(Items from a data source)
====================

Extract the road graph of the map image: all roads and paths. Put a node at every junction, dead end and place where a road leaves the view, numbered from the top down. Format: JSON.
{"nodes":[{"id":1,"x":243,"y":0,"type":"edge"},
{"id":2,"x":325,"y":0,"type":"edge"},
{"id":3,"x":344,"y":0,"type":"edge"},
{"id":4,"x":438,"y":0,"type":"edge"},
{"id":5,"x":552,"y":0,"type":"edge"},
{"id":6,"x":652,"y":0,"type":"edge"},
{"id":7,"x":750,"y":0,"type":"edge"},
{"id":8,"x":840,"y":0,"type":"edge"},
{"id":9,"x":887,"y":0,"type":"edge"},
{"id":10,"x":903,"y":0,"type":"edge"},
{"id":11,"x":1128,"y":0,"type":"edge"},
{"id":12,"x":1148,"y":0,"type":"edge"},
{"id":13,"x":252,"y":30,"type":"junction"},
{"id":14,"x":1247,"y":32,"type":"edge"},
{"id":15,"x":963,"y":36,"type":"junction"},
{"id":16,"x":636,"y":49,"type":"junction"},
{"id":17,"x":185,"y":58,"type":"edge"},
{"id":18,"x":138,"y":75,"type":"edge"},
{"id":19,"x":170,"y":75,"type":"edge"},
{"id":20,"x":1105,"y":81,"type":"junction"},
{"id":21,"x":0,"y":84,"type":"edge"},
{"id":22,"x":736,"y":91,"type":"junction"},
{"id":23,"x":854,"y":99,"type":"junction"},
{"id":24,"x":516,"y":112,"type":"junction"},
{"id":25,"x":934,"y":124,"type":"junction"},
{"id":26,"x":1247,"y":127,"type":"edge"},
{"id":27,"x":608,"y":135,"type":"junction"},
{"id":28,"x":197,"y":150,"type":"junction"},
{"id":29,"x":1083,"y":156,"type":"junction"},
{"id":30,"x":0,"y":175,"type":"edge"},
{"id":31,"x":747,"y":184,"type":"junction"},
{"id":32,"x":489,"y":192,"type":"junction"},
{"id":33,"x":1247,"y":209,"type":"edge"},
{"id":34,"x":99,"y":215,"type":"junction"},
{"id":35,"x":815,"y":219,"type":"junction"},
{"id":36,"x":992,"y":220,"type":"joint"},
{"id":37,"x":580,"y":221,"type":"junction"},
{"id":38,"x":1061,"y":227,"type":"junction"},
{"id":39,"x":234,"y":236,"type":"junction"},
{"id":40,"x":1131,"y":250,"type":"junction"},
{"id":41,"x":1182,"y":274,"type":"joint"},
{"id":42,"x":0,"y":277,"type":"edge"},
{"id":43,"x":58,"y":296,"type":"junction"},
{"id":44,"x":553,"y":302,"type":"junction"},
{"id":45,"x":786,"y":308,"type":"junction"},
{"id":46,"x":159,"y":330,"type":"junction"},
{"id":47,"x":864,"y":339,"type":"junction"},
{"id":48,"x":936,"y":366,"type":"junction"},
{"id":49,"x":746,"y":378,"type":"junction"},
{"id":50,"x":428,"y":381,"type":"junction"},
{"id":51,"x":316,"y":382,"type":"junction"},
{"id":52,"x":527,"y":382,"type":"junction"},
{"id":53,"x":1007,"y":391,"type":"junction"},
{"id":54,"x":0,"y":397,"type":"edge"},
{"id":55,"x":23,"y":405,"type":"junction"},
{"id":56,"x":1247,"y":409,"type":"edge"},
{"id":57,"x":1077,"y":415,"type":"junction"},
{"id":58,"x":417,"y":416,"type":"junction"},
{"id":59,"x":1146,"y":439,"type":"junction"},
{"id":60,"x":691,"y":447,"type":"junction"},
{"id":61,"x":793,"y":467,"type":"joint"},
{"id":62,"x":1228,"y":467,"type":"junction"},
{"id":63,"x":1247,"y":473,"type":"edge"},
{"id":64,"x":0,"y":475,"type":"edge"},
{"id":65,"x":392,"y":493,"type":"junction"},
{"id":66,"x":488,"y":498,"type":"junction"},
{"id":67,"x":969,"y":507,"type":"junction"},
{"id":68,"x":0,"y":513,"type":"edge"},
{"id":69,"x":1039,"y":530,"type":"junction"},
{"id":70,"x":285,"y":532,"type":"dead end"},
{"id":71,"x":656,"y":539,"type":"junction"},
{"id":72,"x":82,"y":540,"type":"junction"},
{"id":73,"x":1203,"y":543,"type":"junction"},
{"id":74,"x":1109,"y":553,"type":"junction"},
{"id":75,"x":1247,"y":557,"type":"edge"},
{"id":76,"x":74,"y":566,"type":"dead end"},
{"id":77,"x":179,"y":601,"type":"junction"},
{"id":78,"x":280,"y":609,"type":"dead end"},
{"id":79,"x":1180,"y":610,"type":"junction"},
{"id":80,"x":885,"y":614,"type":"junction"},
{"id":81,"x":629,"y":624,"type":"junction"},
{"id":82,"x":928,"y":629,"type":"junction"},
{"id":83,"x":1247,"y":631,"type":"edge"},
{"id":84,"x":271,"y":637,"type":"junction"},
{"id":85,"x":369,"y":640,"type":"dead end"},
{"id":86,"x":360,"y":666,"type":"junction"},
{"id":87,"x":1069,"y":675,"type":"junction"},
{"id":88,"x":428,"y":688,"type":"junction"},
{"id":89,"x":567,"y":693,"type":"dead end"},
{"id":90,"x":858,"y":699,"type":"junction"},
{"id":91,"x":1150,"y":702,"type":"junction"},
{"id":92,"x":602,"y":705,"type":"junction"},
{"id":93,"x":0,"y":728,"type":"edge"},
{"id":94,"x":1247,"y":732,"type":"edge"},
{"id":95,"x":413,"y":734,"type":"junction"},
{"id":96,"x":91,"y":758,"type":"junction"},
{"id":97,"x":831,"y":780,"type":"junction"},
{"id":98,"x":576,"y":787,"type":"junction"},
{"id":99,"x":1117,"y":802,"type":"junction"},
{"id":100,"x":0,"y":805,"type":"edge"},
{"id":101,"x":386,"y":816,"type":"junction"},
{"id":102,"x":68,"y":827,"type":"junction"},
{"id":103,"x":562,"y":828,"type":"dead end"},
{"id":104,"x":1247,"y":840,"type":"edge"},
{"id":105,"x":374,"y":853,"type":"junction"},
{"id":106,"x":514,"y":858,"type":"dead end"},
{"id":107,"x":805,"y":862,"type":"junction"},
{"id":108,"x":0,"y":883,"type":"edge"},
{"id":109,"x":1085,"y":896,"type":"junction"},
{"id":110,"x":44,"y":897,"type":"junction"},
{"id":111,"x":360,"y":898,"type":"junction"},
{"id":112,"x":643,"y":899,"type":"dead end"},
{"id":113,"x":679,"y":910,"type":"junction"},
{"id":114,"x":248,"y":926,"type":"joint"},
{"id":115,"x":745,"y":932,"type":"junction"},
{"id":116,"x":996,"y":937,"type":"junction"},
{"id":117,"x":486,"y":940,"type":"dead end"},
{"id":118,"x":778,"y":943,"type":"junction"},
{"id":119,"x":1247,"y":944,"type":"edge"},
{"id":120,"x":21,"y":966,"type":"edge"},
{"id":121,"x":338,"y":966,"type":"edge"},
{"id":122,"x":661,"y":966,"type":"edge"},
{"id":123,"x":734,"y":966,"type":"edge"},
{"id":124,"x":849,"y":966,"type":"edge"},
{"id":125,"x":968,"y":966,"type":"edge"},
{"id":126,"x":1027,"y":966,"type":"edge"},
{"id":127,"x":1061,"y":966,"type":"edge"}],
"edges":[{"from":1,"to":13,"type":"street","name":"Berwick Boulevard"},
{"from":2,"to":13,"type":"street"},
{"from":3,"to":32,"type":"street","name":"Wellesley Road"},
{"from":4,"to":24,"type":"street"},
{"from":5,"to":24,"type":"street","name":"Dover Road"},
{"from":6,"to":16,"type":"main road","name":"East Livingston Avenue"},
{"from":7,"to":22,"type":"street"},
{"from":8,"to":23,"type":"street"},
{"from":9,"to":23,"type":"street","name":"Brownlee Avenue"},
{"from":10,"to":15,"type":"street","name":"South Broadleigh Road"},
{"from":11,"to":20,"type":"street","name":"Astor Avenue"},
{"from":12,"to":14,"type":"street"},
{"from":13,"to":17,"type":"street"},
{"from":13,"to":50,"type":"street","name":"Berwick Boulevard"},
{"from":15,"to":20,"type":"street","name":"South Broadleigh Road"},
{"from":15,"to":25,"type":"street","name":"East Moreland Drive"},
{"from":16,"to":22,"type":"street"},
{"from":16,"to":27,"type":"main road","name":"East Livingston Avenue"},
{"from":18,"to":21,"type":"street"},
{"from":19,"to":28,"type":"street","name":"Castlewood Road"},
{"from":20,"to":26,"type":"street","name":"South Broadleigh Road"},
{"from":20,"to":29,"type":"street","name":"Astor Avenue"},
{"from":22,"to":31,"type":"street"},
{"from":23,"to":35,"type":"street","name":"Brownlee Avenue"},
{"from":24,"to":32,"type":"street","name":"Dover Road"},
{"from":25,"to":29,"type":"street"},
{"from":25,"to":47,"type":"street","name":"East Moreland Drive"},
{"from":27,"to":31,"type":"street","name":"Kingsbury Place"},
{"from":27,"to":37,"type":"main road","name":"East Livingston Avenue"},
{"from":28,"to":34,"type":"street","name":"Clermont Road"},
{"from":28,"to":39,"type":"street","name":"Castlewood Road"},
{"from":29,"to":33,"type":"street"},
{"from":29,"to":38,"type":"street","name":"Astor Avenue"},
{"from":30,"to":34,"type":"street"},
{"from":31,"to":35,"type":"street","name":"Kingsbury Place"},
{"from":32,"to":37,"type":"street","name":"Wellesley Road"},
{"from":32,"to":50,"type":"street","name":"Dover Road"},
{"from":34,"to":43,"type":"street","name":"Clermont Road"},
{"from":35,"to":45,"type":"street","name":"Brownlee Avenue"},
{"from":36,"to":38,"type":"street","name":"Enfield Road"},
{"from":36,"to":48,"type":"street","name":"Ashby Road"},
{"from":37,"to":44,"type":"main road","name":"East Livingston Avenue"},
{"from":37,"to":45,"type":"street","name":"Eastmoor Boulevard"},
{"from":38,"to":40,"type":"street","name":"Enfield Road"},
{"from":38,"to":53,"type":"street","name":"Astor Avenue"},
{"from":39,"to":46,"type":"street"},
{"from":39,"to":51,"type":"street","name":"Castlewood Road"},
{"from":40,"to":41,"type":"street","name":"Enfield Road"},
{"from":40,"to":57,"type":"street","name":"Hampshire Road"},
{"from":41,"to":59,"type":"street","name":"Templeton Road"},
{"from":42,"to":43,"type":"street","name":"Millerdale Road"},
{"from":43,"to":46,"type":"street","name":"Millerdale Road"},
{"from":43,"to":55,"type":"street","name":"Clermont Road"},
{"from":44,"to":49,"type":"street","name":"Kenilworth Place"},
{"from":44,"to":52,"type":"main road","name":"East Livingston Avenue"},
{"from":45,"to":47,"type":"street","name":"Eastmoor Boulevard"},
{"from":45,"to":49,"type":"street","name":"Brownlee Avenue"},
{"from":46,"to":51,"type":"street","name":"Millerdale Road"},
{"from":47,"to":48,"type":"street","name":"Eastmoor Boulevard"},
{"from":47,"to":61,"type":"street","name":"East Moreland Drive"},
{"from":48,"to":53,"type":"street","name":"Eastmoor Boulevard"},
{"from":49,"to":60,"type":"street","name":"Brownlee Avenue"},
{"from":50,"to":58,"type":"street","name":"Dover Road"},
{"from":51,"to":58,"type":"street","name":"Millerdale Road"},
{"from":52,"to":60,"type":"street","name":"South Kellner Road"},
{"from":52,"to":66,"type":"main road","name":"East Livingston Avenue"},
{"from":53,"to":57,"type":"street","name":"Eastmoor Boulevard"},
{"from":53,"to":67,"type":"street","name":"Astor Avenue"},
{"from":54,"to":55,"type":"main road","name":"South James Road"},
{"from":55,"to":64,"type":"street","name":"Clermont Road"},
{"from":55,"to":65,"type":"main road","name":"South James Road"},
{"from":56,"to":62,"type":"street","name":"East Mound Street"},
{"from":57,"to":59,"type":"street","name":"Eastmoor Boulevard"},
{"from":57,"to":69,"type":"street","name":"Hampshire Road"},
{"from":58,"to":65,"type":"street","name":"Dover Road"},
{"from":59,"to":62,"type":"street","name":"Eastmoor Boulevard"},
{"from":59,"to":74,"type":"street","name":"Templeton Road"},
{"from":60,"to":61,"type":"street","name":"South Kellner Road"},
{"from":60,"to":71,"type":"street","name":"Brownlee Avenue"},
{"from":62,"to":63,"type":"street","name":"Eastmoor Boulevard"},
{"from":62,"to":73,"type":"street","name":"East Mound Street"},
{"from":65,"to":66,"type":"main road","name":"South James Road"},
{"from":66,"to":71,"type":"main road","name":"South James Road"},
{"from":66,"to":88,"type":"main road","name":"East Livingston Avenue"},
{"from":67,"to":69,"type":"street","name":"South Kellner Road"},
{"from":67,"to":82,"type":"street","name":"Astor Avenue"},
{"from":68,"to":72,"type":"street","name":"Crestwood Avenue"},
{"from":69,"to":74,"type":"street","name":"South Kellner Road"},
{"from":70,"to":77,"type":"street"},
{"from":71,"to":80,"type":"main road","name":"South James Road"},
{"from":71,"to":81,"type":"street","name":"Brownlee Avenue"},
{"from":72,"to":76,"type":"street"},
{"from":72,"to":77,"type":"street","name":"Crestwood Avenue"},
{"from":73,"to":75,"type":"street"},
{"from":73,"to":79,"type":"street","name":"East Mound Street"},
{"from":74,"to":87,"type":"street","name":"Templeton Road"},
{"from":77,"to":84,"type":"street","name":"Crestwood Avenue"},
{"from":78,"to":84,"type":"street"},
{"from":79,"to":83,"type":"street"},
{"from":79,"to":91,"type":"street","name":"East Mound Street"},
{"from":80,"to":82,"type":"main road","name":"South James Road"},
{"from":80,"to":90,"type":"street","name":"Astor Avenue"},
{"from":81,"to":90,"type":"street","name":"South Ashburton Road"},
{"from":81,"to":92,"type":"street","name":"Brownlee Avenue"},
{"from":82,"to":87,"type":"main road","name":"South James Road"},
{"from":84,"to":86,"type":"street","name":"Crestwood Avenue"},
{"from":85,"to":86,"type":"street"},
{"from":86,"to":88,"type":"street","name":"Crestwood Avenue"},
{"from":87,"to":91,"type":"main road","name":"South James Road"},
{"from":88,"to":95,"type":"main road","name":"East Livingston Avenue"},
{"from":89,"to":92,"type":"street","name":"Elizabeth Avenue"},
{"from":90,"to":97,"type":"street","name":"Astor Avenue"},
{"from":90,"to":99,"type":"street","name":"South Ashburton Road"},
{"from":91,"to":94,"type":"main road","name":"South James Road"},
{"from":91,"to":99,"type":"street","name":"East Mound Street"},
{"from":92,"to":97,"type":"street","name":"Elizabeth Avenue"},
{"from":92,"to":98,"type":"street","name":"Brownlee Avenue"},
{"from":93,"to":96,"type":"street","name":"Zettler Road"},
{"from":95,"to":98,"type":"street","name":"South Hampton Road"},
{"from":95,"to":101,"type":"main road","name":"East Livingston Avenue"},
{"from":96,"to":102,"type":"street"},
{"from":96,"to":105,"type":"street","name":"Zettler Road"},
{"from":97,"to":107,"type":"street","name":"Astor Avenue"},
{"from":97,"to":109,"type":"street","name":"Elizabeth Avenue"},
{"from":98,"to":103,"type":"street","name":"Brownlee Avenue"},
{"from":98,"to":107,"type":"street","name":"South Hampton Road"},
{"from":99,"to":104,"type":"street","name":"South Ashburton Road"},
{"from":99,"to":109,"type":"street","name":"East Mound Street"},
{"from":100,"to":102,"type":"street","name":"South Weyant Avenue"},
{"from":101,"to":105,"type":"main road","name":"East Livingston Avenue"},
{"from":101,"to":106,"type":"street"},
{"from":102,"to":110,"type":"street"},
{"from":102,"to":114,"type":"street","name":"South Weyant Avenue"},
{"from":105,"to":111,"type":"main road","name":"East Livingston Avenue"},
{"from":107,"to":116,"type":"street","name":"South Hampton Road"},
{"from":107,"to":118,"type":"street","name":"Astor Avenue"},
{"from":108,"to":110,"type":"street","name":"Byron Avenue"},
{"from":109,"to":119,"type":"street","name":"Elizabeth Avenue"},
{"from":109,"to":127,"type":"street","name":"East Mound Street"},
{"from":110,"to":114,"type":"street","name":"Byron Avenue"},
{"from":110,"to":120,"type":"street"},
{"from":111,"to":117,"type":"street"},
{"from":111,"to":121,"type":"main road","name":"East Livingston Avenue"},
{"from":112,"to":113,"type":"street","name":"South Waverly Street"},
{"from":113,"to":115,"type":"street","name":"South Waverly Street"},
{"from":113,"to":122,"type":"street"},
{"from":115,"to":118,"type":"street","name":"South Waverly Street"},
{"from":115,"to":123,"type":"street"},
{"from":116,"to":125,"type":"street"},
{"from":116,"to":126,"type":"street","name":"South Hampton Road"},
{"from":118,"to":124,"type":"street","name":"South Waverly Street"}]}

====================

> **What the task asks**
Among the lines above, find those that contain the word "Clermont" and copy them.

> **Answer below**
{"from":28,"to":34,"type":"street","name":"Clermont Road"},
{"from":34,"to":43,"type":"street","name":"Clermont Road"},
{"from":43,"to":55,"type":"street","name":"Clermont Road"},
{"from":55,"to":64,"type":"street","name":"Clermont Road"},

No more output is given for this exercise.